Tens realmente esse talento inato para este tipo de registos e isso vê-se, ao ponto de nos dar a sensação que é coisa simples e de fácil execução! Mas é apenas isso uma sensação! 

O meu agradecimento por esta bela foto-reportagem, numa semana que foi sem dúvida, memorável para todos nós! 

Um forte abraço amigo Miguel! Nisto dos raios tu és o


----------



## MSantos (1 Mai 2011 às 18:42)

Fantásticas fotos, de dia ainda é mais difícil fotografar raios do que de noite.


----------



## Geiras (1 Mai 2011 às 18:45)

Excelentes fotos mesmo!! 
Gosto bastante da primeira


----------



## ajrebelo (1 Mai 2011 às 21:23)

Boas

Belas fotografias mano 

Temos de fazer um abrigo nesse telhado, até lá fico sempre a pensar que continuas a arriscar, pelo menos meter uma borracha alta no chão onde ficas.

Abraços


----------



## miguel (1 Mai 2011 às 21:25)

ajrebelo disse:


> Boas
> 
> Belas fotografias mano
> 
> ...



Desta vez não arrisquei tanto porque vi que ela não me vinha para cima  estava tudo sob controlo


----------



## Veterano (1 Mai 2011 às 21:41)

Grandes fotos, Miguel, dá para matar saudades...


----------



## Mário Barros (1 Mai 2011 às 21:47)

Boas fotos miguel, bem captadas


----------



## ecobcg (1 Mai 2011 às 22:12)

Excelentes fotos!
Ainda por cima de dia!
Como fizeste? Qual a técnica? Longa exposição não dá, não é?


----------



## amando96 (1 Mai 2011 às 22:16)

Com uma velocidade de ISO baixa dá para usar longa exposição de dia.


----------



## fhff (1 Mai 2011 às 23:03)

amando96 disse:


> Com uma velocidade de ISO baixa dá para usar longa exposição de dia.



Excelente registo! Muito bom.

Também estou curioso em relação à técnica. Podes dar-nos alguns dados de exposição (exif)? Usaste baixo ISO e um f number alto?

Obrigado pela partilha.


----------



## miguel (2 Mai 2011 às 00:01)

fhff disse:


> Excelente registo! Muito bom.
> 
> Também estou curioso em relação à técnica. Podes dar-nos alguns dados de exposição (exif)?
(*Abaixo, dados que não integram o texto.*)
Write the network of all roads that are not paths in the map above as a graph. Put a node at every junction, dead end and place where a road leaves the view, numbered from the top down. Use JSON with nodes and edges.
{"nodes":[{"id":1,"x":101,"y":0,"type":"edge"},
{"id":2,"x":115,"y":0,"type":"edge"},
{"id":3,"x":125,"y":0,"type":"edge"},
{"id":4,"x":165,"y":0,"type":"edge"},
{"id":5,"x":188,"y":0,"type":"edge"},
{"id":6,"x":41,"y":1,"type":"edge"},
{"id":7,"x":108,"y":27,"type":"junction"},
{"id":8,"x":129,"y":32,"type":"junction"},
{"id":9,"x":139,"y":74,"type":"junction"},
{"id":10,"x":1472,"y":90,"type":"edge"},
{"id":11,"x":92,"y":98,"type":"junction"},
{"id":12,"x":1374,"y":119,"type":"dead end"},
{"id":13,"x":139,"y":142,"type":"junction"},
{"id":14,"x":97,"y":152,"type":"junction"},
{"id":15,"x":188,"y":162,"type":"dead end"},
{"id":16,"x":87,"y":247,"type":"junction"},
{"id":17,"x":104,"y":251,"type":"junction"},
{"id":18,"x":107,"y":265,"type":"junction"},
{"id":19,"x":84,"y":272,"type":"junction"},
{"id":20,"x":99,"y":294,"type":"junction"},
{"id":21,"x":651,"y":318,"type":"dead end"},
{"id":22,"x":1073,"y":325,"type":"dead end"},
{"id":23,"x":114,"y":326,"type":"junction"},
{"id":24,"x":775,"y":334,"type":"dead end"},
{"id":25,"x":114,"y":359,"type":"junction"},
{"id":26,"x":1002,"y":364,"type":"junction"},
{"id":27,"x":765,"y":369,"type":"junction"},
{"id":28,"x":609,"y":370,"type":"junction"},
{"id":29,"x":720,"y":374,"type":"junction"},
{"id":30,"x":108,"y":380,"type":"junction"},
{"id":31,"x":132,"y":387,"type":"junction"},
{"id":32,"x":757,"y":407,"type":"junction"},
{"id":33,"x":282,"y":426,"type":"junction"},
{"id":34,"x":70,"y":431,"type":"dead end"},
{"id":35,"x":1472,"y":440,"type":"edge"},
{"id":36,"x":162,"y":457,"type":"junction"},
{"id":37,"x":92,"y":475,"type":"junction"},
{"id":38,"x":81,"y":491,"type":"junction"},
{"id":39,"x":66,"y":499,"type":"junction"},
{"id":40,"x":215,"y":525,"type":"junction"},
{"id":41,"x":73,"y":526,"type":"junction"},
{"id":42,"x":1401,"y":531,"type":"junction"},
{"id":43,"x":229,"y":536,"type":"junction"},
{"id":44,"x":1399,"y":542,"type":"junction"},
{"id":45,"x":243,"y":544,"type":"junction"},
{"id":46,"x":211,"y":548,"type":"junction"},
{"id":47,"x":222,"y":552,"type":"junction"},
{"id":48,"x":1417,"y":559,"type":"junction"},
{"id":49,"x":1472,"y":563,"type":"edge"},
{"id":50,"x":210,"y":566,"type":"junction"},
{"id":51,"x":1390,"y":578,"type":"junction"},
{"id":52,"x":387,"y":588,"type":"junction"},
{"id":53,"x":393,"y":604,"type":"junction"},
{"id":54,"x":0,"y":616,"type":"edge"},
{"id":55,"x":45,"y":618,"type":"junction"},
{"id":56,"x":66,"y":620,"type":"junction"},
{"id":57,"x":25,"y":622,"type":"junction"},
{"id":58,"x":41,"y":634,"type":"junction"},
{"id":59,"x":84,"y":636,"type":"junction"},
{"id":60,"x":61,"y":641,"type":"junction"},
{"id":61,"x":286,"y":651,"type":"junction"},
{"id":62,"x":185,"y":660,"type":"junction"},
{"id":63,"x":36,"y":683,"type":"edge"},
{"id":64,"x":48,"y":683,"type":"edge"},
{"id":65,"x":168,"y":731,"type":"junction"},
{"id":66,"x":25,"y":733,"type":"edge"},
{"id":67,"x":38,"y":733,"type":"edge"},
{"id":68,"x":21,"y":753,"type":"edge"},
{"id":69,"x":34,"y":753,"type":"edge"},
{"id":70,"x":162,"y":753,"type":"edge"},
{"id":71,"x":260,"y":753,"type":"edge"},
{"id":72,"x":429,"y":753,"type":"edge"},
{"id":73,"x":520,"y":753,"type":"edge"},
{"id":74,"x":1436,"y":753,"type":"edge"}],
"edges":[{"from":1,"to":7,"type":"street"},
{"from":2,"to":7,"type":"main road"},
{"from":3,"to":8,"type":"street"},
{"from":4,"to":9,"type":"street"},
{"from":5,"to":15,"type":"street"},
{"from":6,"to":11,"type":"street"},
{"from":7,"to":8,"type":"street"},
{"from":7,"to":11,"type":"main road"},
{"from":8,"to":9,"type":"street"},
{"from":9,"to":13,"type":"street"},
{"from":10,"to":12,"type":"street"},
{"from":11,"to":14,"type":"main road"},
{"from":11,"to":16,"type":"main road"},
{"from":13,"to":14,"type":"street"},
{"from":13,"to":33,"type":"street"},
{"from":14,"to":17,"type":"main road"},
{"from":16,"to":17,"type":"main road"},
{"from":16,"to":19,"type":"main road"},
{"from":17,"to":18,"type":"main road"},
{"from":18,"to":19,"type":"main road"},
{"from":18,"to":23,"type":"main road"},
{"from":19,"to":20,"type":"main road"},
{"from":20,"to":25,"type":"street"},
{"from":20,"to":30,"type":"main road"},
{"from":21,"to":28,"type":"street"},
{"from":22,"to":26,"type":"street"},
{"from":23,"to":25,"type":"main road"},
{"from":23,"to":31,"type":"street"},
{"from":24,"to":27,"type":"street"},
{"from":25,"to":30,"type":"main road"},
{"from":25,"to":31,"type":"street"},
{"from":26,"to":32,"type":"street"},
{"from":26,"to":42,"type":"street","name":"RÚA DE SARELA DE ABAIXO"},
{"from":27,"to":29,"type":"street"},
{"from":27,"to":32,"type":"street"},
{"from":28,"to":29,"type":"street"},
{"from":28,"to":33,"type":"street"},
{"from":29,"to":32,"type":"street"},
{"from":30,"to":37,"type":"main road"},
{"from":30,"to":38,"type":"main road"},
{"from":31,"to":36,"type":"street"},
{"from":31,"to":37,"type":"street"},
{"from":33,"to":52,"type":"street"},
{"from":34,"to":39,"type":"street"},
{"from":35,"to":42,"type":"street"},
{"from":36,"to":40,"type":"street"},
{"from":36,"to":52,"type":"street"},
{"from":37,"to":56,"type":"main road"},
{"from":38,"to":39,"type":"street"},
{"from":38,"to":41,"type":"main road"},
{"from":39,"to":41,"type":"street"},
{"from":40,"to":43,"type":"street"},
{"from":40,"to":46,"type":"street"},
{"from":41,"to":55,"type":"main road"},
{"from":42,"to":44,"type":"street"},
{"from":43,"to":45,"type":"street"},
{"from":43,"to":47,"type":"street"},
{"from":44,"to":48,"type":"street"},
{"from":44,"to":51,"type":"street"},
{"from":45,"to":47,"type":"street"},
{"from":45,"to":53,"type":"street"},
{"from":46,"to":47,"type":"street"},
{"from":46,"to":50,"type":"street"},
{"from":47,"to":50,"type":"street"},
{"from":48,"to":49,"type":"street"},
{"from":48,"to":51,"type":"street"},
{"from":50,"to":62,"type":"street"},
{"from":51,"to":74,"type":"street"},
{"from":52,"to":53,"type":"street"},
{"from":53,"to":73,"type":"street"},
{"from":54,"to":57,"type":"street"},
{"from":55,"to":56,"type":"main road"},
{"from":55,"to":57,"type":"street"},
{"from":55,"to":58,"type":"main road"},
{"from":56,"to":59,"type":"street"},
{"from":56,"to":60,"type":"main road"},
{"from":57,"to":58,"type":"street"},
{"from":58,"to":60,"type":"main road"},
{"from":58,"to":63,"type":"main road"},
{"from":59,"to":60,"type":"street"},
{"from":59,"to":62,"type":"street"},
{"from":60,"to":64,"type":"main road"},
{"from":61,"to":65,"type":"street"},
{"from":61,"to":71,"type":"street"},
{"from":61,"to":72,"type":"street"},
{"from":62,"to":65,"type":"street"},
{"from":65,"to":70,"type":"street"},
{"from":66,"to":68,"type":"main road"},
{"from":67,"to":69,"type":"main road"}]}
Usaste baixo ISO e um f number alto?
> 
> Obrigado pela partilha.



Bem nessas imagens que captei foi graças a ter uma boa maquina de full HD que nem sei ainda bem trabalhar com ela  e dai extrai os frames de HD,  fotografar raios de dia é extremamente complicado só conheço uma técnica que é a de disparo continuo e muito falível!! desta forma é mais fácil e a qualidade está a vista com quase nenhuma edição!


----------



## Teles (2 Mai 2011 às 00:26)

Por vezes dizemos que mais vale uma imagem do que mil palavras , no caso destas fotos então diria que mais vale estas fotos que um livro
Parabéns Miguel e obrigado pela partilha


----------



## Pinhalnovo (5 Abr 2013 às 13:32)

miguel disse:


> Bem nessas imagens que captei foi graças a ter uma boa maquina de full HD que nem sei ainda bem trabalhar com ela  e dai extrai os frames de HD,  fotografar raios de dia é extremamente complicado só conheço uma técnica que é a de disparo continuo e muito falível!! desta forma é mais fácil e a qualidade está a vista com quase nenhuma edição!



Bom dia Miguel, de facto estão muito boas, e fique a pensar como as teria feito sendo de dia......eh eh   agora já entendi.
Pois na verdade mesmo com um iso baixo 50 e uma abertura pequenina f22 a exposição máxima é de cerca de 1 segundo, a partir dai começa a estoirar, No entanto fica prometido que na próxima campanha de trovoadas irei comprar um filtro ND que nós dá cerca de 15 pontos a mais em termos de exposição, é quase como fotografar com um vidro da mascara de soldar frente a objectiva, só que não altera as cores..

Abraço


----------